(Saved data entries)
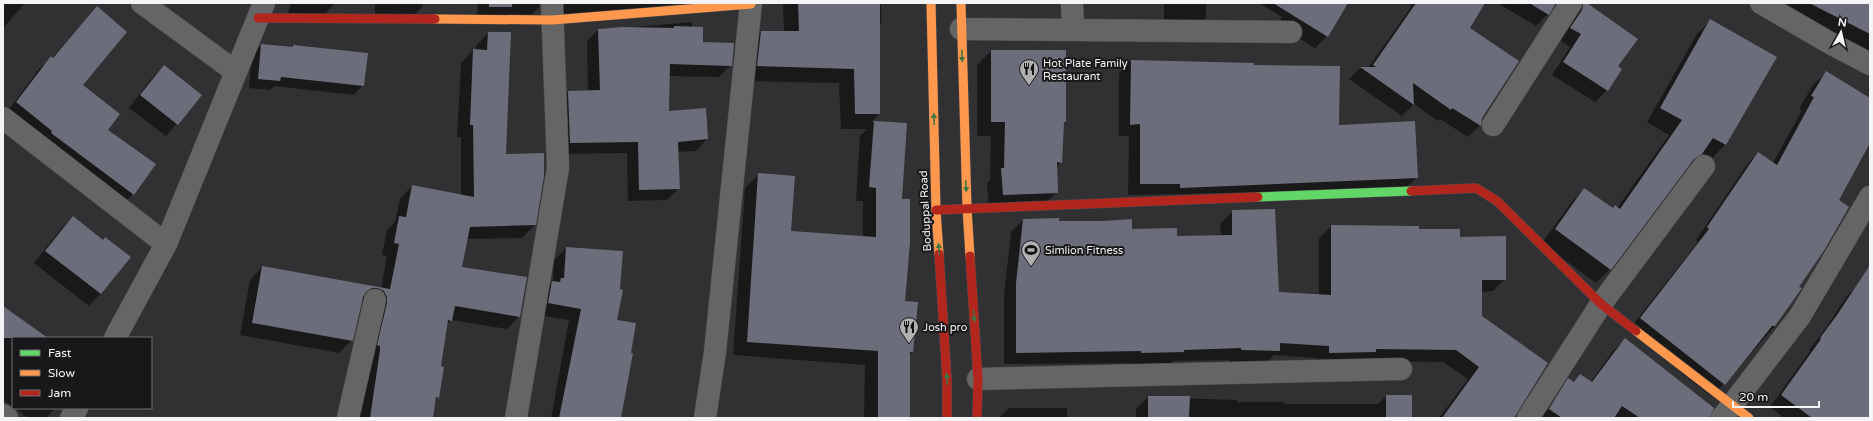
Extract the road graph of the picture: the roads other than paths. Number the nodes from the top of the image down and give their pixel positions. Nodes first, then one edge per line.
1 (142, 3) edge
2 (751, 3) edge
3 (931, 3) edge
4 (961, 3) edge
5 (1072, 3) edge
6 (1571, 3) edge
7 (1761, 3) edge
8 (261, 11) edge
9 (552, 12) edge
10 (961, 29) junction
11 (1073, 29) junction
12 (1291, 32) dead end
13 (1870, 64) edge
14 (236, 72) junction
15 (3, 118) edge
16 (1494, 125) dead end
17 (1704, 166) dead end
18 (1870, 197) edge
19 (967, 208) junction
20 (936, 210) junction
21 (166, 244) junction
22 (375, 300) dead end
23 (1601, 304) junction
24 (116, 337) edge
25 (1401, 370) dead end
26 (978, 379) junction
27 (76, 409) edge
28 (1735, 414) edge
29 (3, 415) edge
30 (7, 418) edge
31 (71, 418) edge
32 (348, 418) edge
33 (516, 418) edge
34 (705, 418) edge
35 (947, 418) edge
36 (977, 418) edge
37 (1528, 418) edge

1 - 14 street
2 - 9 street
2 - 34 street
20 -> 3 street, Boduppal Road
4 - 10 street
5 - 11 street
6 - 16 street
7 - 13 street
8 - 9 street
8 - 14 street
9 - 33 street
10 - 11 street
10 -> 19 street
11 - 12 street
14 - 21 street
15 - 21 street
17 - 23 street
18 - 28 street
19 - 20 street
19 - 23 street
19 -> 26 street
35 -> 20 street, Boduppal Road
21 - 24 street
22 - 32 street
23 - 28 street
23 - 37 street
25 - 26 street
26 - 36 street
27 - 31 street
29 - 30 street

* **WORK REQUIRED**: Your response should contain each line of the entries above that holds the string "junction".

* **TASK RESULT**:
10 (961, 29) junction
11 (1073, 29) junction
14 (236, 72) junction
19 (967, 208) junction
20 (936, 210) junction
21 (166, 244) junction
23 (1601, 304) junction
26 (978, 379) junction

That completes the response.